Ein weiteres Highlight war die Session zu dem Thema Body Image. Jede hatte die Aufgabe eine Kurzpräsentation über ihre persönliche Körperwahrnehmung vorzubereiten. Die Umsetzungen gingen stark auseinander. Eine Teilnehmerin las ein Gedicht vor, die andere einen Eintrag in ihrem Tagebuch, eine Weitere zeigte Fotos und erzählte ihre Gedanken zu dieser Zeit. Eine weitere entschied sich dafür einen Text darüber vorzulesen, der davon handelte, dass sie mehr ist als nur ihr Körper ist und sie die ständige Sexualisierung und Objektivierung stört. Sie hat diesen Körper in erster Linie, um zu leben, um zu rennen, um Dinge umzusetzen und nicht, um anderen zu gefallen. Um dies zu betonen, hat sie sich währenddessen ausgezogen.

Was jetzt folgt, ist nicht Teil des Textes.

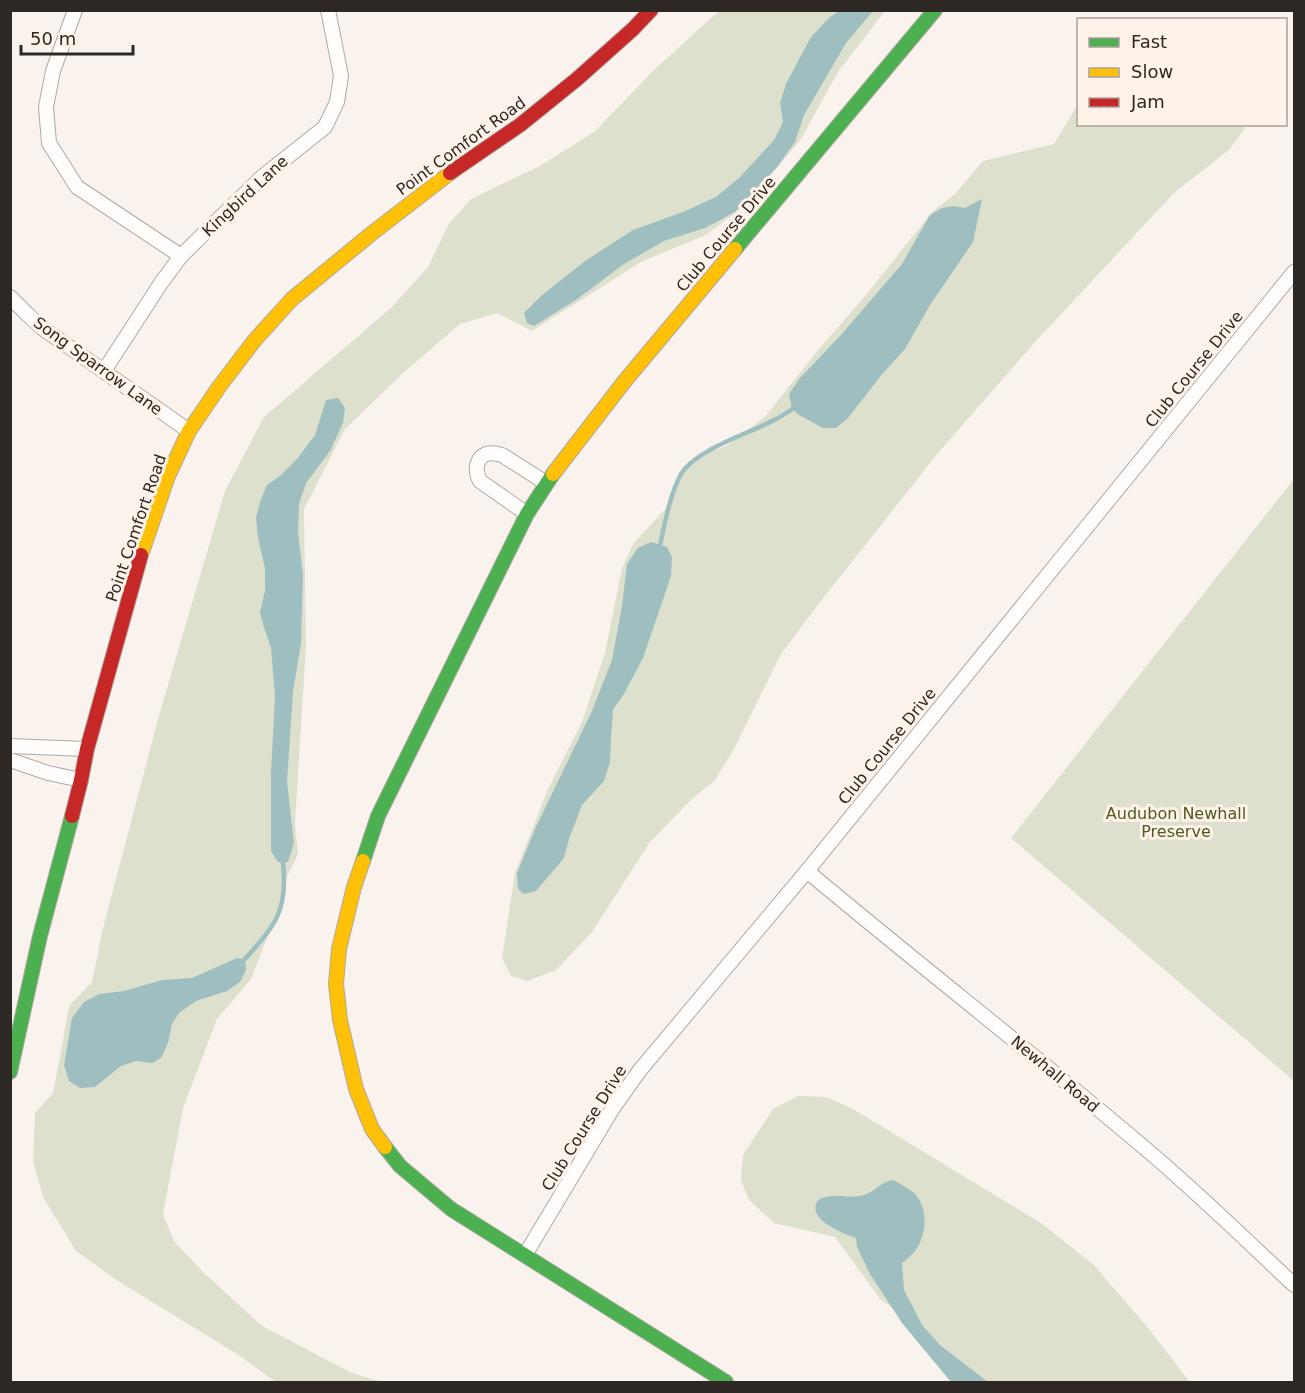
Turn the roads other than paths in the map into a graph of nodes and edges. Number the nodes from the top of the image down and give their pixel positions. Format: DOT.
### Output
graph roads {
  1 [pos="75,10"];
  2 [pos="328,10"];
  3 [pos="651,10"];
  4 [pos="935,10"];
  5 [pos="181,256"];
  6 [pos="1294,272"];
  7 [pos="10,297"];
  8 [pos="104,371"];
  9 [pos="189,431"];
  10 [pos="546,483"];
  11 [pos="527,514"];
  12 [pos="10,747"];
  13 [pos="87,749"];
  14 [pos="10,760"];
  15 [pos="81,780"];
  16 [pos="807,872"];
  17 [pos="10,1072"];
  18 [pos="525,1255"];
  19 [pos="1294,1285"];
  20 [pos="726,1383"];
  1 -- 5 [label="street"];
  2 -- 5 [label="street, Kingbird Lane"];
  3 -- 9 [label="street, Point Comfort Road"];
  4 -- 10 [label="street, Club Course Drive"];
  5 -- 8 [label="street, Kingbird Lane"];
  6 -- 16 [label="street, Club Course Drive"];
  7 -- 8 [label="street, Song Sparrow Lane"];
  8 -- 9 [label="street, Song Sparrow Lane"];
  9 -- 13 [label="street, Point Comfort Road"];
  10 -- 11 [label="street, Club Course Drive"];
  10 -- 11 [label="street"];
  11 -- 18 [label="street, Club Course Drive"];
  12 -- 13 [label="street"];
  13 -- 15 [label="street, Point Comfort Road"];
  14 -- 15 [label="street"];
  15 -- 17 [label="street, Point Comfort Road"];
  16 -- 18 [label="street, Club Course Drive"];
  16 -- 19 [label="street, Newhall Road"];
  18 -- 20 [label="street, Club Course Drive"];
}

Was jedoch in dieser Stunde besonders deutlich wurde ist, dass der Schein, dass sich eine als besonders hübsch empfundene Frau auch dementsprechend makellos fühlt, oft täuscht. Die Eigen- und Fremdwahrnehmung unterscheidet sich in vielen Fällen.
Spannend war auch, wie unterschiedlich die persönlich empfundenen Problematiken zu dem Thema waren. Beispielsweise hatte eine Frau das Gefühl, in ihrer Familie mit einer dunkleren Hautfarbe als die Anderen als minderwertig angesehen worden zu sein. Außerdem wurden Mobbingerfahrungen berichtet und versucht, gemeinsam zu verstehen, wieso besonders Frauen sich diesen unnötigen Stress so oft machen. Wir sahen uns in einer anderen Stunde auch an, wie Frauenkörper in der Werbung dargestellt werden. Bei der Analyse wurde besonders deutlich, wie unecht, bearbeitet und künstlich die Körper sind und wie uns diese Bilder unbewusst besonders im Teenageralter beeinflusst haben (Wer sich übrigens für gendergerechte Werbung und den Einsatz gegen Sexismus in der Werbung interessiert, kann ich nur empfehlen bei PinkStinks mal vorbeizuschauen).

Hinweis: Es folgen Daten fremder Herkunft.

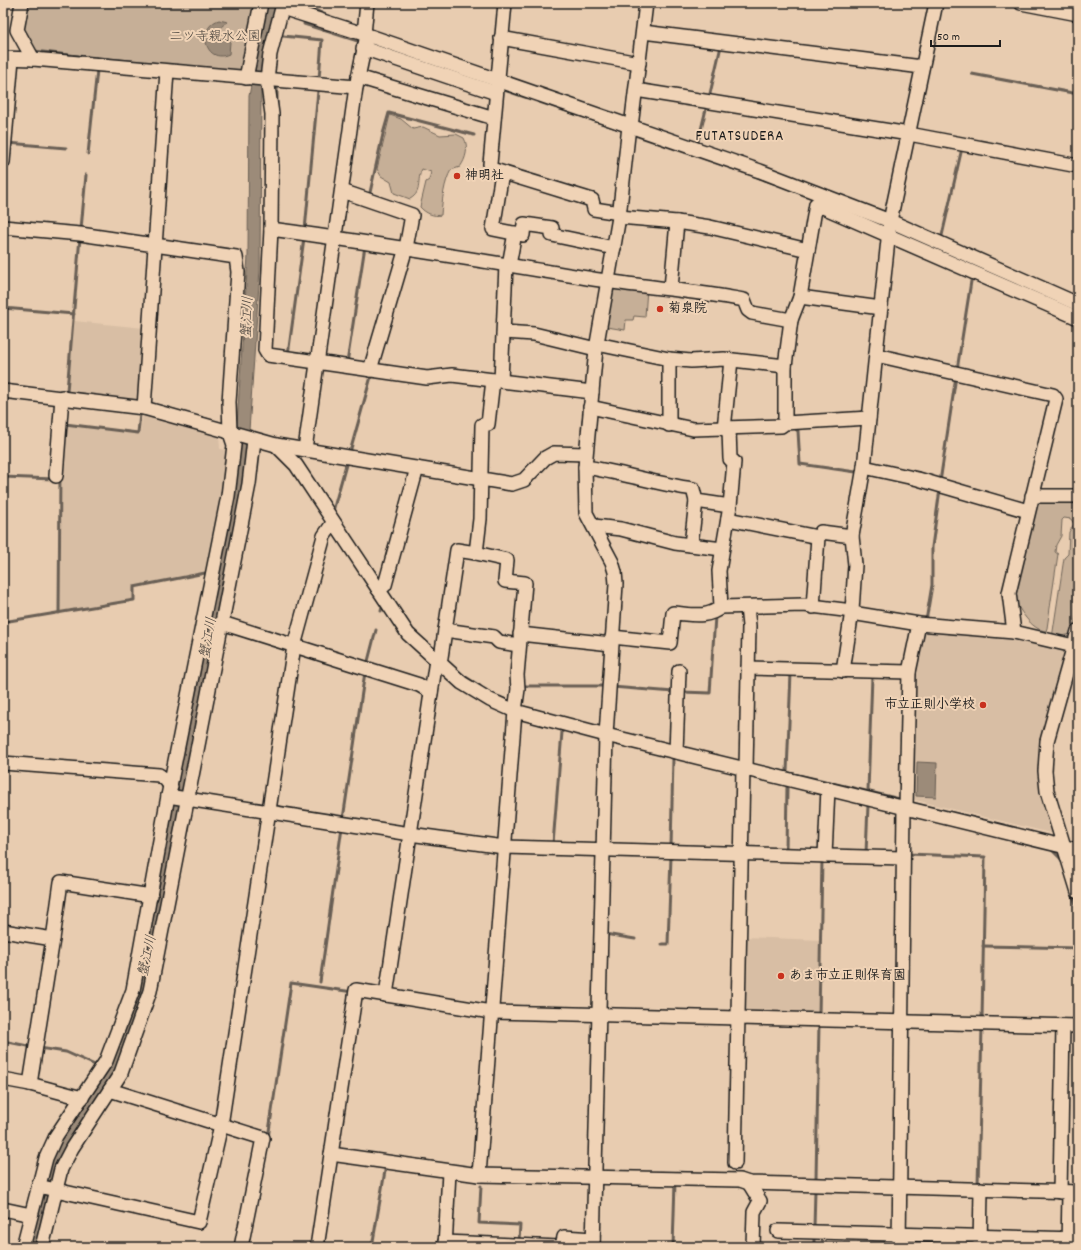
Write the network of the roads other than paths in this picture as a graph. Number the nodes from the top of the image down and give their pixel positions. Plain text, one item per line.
1 (22, 3) edge
2 (261, 3) edge
3 (367, 3) edge
4 (505, 3) edge
5 (646, 3) edge
6 (936, 3) edge
7 (1021, 3) edge
8 (285, 5) edge
9 (1078, 14) edge
10 (643, 32) junction
11 (501, 38) junction
12 (365, 40) junction
13 (8, 58) edge
14 (33, 58) junction
15 (639, 64) junction
16 (922, 67) junction
17 (167, 71) junction
18 (246, 78) junction
19 (267, 80) junction
20 (357, 82) junction
21 (496, 86) junction
22 (636, 90) junction
23 (494, 118) junction
24 (629, 130) junction
25 (909, 134) junction
26 (3, 162) edge
27 (1078, 166) edge
28 (502, 173) junction
29 (342, 192) junction
30 (619, 215) junction
31 (677, 222) junction
32 (3, 227) edge
33 (890, 228) junction
34 (271, 229) junction
35 (515, 233) junction
36 (336, 238) junction
37 (155, 245) junction
38 (406, 248) junction
39 (614, 248) junction
40 (808, 250) junction
41 (508, 265) junction
42 (609, 281) junction
43 (671, 288) junction
44 (800, 297) junction
45 (1078, 304) edge
46 (881, 308) junction
47 (1078, 318) edge
48 (792, 320) junction
49 (504, 332) junction
50 (597, 347) junction
51 (876, 355) junction
52 (669, 359) junction
53 (731, 360) junction
54 (317, 362) junction
55 (785, 366) junction
56 (370, 370) junction
57 (497, 380) junction
58 (3, 391) edge
59 (592, 392) junction
60 (62, 397) junction
61 (144, 408) junction
62 (590, 408) junction
63 (869, 418) junction
64 (785, 423) junction
65 (669, 425) junction
66 (726, 429) junction
67 (232, 434) junction
68 (252, 439) junction
69 (276, 445) junction
70 (305, 449) junction
71 (585, 460) junction
72 (864, 467) junction
73 (417, 468) junction
74 (56, 476) dead end
75 (480, 479) junction
76 (1032, 496) junction
77 (1078, 496) edge
78 (696, 501) junction
79 (730, 506) junction
80 (1028, 511) junction
81 (728, 519) junction
82 (333, 524) junction
83 (594, 526) junction
84 (818, 536) junction
85 (852, 536) junction
86 (691, 545) junction
87 (722, 549) junction
88 (476, 553) junction
89 (378, 589) junction
90 (721, 607) junction
91 (813, 607) junction
92 (747, 608) junction
93 (852, 612) junction
94 (222, 623) junction
95 (919, 624) junction
96 (445, 630) junction
97 (1014, 632) junction
98 (1078, 632) edge
99 (520, 639) junction
100 (611, 640) junction
101 (294, 646) junction
102 (1076, 647) edge
103 (438, 662) junction
104 (748, 668) junction
105 (679, 671) dead end
106 (843, 671) junction
107 (909, 672) junction
108 (431, 692) junction
109 (515, 711) junction
110 (606, 735) junction
111 (676, 752) junction
112 (3, 763) edge
113 (744, 768) junction
114 (828, 788) junction
115 (170, 793) junction
116 (187, 800) junction
117 (905, 807) junction
118 (270, 813) junction
119 (410, 834) junction
120 (1064, 846) junction
121 (504, 847) junction
122 (603, 850) junction
123 (1078, 850) edge
124 (742, 854) junction
125 (825, 856) junction
126 (902, 858) junction
127 (1078, 892) edge
128 (151, 896) junction
129 (3, 931) edge
130 (53, 939) junction
131 (386, 995) junction
132 (492, 1012) junction
133 (599, 1014) junction
134 (738, 1018) junction
135 (902, 1022) junction
136 (1063, 1026) junction
137 (1078, 1026) edge
138 (3, 1079) edge
139 (30, 1084) junction
140 (110, 1090) junction
141 (82, 1098) junction
142 (221, 1125) junction
143 (331, 1154) junction
144 (735, 1163) dead end
145 (448, 1172) junction
146 (479, 1175) junction
147 (595, 1178) junction
148 (749, 1183) junction
149 (39, 1186) junction
150 (900, 1188) junction
151 (981, 1189) junction
152 (55, 1190) junction
153 (1069, 1192) edge
154 (3, 1209) edge
155 (31, 1215) junction
156 (778, 1231) dead end
157 (899, 1241) edge
158 (980, 1242) edge
159 (1071, 1242) edge
160 (593, 1243) edge
161 (445, 1245) edge
162 (23, 1247) edge
163 (42, 1247) edge
164 (240, 1247) edge
165 (317, 1247) edge
166 (560, 1247) edge
167 (753, 1247) edge

1 - 14 street
2 - 18 street
3 - 12 street
4 - 11 street
5 - 10 street
6 - 16 street
7 - 9 street
8 - 12 street
8 - 19 street
10 - 15 street
10 - 16 street
11 - 15 street
11 - 21 street
12 - 20 street
12 - 21 street
13 - 14 street
13 - 26 street
14 - 17 street
15 - 22 street
16 - 25 street
17 - 18 street
17 - 37 street
18 - 19 street
19 - 20 street
19 - 34 street
20 - 23 street
20 - 29 street
21 - 23 street
21 - 24 street
22 - 24 street
22 - 25 street
23 - 28 street
24 - 30 street
24 - 33 street
25 - 27 street
25 - 33 street
28 - 30 street
28 - 35 street
29 - 36 street
29 - 38 street
30 - 31 street
30 - 39 street
31 - 40 street
31 - 43 street
32 - 37 street
33 - 40 street
33 - 45 street
33 - 46 street
33 - 47 street
34 - 36 street
34 - 54 street
35 - 39 street
35 - 41 street
36 - 38 street
36 - 54 street
37 - 61 street
37 - 67 street
38 - 41 street
38 - 56 street
39 - 42 street
40 - 44 street
41 - 42 street
41 - 49 street
42 - 43 street
42 - 50 street
43 - 48 street
44 - 46 street
44 - 48 street
46 - 51 street
48 - 55 street
49 - 50 street
49 - 57 street
50 - 52 street
50 - 59 street
51 - 63 street
51 - 76 street
52 - 53 street
52 - 65 street
53 - 55 street
53 - 66 street
54 - 56 street
54 - 70 street
55 - 64 street
56 - 57 street
57 - 59 street
57 - 75 street
58 - 60 street
59 - 62 street
60 - 61 street
60 - 74 street
61 - 67 street
62 - 65 street
62 - 71 street
63 - 64 street
63 - 72 street
64 - 66 street
65 - 66 street
66 - 79 street
67 - 68 street
67 - 115 street
68 - 69 street
68 - 94 street
69 - 70 street
69 - 82 street
70 - 73 street
71 - 75 street
71 - 78 street
71 - 83 street
72 - 80 street
72 - 85 street
73 - 75 street
73 - 89 street
75 - 88 street
76 - 77 street
76 - 80 street
78 - 79 street
78 - 86 street
79 - 81 street
80 - 97 street
81 - 84 street
81 - 87 street
82 - 89 street
82 - 101 street
83 - 86 street
83 - 100 street
84 - 85 street
84 - 91 street
85 - 93 street
86 - 87 street
87 - 90 street
88 - 96 street
88 - 99 street
89 - 103 street
90 - 92 street
90 - 100 street
91 - 92 street
91 - 93 street
92 - 104 street
93 - 95 street
93 - 106 street
94 - 101 street
94 - 116 street
95 - 97 street
95 - 107 street
96 - 99 street
96 - 103 street
97 - 102 street
98 - 102 street
99 - 100 street
99 - 109 street
100 - 110 street
101 - 108 street
101 - 118 street
102 - 120 street
103 - 108 street
103 - 109 street
104 - 106 street
104 - 113 street
105 - 111 street
106 - 107 street
107 - 117 street
108 - 119 street
109 - 110 street
109 - 121 street
110 - 111 street
110 - 122 street
111 - 113 street
112 - 115 street
113 - 114 street
113 - 124 street
114 - 117 street
114 - 125 street
115 - 116 street
115 - 128 street
116 - 118 street
116 - 140 street
117 - 120 street
117 - 126 street
118 - 119 street
118 - 142 street
119 - 121 street
119 - 131 street
120 - 123 street
120 - 127 street
121 - 122 street
121 - 132 street
122 - 124 street
122 - 133 street
124 - 125 street
124 - 134 street
125 - 126 street
126 - 135 street
128 - 130 street
128 - 141 street
129 - 130 street
130 - 139 street
131 - 132 street
131 - 143 street
132 - 133 street
132 - 146 street
133 - 134 street
133 - 147 street
134 - 135 street
134 - 144 street
135 - 136 street
135 - 150 street
136 - 137 street
136 - 153 street
138 - 139 street
139 - 141 street
140 - 142 street
140 - 152 street
141 - 149 street
142 - 152 street
142 - 164 street
143 - 145 street
143 - 165 street
145 - 146 street
145 - 161 street
146 - 147 street
147 - 148 street
147 - 160 street
148 - 150 street
148 - 167 street
149 - 152 street
149 - 155 street
150 - 151 street
150 - 157 street
151 - 153 street
151 - 158 street
152 - 163 street
153 - 159 street
154 - 155 street
155 - 162 street
156 - 157 street
157 - 158 street
158 - 159 street
160 - 166 street
161 - 166 street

Neben diesen zwei Highlights gab es noch viele weitere Momente, in denen ich persönlich sehr viel für mich mitnehmen konnte. Sei es in der Stunde, wo wir über toxische Männlichkeit und Gender-Stereotypen sprachen.Oder in der Session, wo wir eine Dokumentation über Intersexualität sahen. Das magische oder besondere an diesem Kurs war, dass sich jede Teilnehmerin verletzlich gemacht hat und wir durch diese vielen intensiven Gespräche und Geschichten so stark zusammengewachsen sind. Es lohnt sich einfach, sich zu öffnen und ich denke einfach, dass Schwächen zugeben Mut und Stärke beweist! Außerdem haben mir die verschiedenen Themenfelder gezeigt, wie facettenreich Feminismus und Sexualität definiert werden kann und in wie viele Lebensbereiche diese hineinspielen – nicht nur bei Frauen.